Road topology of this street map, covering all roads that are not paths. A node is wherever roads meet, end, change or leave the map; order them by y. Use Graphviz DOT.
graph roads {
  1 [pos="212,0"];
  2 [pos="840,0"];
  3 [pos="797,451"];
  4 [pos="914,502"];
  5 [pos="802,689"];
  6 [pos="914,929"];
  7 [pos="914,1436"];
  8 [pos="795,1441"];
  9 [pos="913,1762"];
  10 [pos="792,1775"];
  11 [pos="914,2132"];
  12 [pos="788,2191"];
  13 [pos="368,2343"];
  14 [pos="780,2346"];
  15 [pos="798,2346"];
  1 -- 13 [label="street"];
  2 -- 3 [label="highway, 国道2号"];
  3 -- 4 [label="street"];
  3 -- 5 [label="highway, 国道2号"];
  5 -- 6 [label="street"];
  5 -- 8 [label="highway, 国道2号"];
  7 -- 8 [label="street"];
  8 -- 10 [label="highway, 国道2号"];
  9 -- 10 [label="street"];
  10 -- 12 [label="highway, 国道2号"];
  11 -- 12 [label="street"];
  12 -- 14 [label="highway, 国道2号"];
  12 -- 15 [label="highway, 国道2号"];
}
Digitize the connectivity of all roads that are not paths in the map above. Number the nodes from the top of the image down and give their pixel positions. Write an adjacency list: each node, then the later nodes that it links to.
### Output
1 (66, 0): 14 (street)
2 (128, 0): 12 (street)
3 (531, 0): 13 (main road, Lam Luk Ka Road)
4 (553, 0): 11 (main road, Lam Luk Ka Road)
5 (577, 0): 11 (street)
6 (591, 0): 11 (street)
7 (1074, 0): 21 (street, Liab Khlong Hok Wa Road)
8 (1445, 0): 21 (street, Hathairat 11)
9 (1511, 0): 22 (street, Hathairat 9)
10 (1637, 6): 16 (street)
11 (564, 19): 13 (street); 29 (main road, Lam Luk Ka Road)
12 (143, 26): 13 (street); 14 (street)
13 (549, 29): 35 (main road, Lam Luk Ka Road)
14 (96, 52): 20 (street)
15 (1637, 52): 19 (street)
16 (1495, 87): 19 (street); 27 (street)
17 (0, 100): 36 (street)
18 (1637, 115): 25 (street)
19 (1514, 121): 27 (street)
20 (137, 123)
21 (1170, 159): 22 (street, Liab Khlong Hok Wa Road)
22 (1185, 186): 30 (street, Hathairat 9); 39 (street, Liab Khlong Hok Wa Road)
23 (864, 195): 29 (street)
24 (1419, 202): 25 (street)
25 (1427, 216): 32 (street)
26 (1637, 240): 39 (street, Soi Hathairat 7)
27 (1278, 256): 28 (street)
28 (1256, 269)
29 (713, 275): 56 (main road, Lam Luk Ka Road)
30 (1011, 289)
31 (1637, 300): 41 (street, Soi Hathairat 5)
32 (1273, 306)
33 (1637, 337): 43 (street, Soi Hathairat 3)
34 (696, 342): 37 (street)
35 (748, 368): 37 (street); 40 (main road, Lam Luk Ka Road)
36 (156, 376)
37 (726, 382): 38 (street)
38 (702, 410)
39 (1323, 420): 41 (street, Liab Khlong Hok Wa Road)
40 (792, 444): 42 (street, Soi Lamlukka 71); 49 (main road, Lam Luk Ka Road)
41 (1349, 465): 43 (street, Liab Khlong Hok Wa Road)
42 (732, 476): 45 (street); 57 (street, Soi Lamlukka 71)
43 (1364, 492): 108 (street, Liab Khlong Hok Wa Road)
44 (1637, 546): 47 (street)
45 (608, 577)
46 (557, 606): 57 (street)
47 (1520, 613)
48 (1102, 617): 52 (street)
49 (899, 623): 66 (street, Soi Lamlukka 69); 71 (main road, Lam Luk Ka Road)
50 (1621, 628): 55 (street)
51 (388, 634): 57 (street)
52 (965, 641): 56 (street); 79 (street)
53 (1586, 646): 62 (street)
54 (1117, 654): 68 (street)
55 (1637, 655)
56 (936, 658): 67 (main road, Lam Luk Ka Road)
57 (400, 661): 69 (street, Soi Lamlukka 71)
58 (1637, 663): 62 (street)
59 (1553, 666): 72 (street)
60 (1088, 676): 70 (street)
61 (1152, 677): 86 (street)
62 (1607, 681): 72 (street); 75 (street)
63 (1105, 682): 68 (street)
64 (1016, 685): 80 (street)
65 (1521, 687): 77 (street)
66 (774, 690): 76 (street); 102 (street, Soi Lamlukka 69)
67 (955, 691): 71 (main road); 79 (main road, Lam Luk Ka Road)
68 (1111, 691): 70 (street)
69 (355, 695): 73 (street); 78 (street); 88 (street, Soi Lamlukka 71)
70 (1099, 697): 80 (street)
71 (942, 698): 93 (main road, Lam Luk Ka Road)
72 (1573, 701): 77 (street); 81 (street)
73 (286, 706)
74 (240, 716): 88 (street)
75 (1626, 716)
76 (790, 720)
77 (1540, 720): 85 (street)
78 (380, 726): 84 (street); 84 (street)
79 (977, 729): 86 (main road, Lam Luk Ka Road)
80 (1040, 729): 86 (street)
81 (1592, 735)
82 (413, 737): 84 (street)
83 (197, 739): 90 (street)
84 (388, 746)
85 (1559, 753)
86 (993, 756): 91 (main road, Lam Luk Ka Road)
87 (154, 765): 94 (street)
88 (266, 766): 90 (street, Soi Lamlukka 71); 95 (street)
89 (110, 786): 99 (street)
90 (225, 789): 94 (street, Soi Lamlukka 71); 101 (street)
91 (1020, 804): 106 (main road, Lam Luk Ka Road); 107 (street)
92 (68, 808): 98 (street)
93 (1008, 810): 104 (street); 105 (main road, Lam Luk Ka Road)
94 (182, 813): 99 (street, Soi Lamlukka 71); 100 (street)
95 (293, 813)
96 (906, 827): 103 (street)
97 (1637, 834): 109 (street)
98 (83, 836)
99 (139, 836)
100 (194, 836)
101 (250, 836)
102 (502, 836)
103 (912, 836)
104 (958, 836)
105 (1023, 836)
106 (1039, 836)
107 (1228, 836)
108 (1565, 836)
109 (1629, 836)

#####

* _WHAT YOU HAVE TO DO_
Search the data above for the word "node". Copy each line it is in.

* _YOUR RESPONSE_
Road topology of this street map, covering all roads that are not paths. A node is wherever roads meet, end, change or leave the map; order them by y. Use Graphviz DOT.
Digitize the connectivity of all roads that are not paths in the map above. Number the nodes from the top of the image down and give their pixel positions. Write an adjacency list: each node, then the later nodes that it links to.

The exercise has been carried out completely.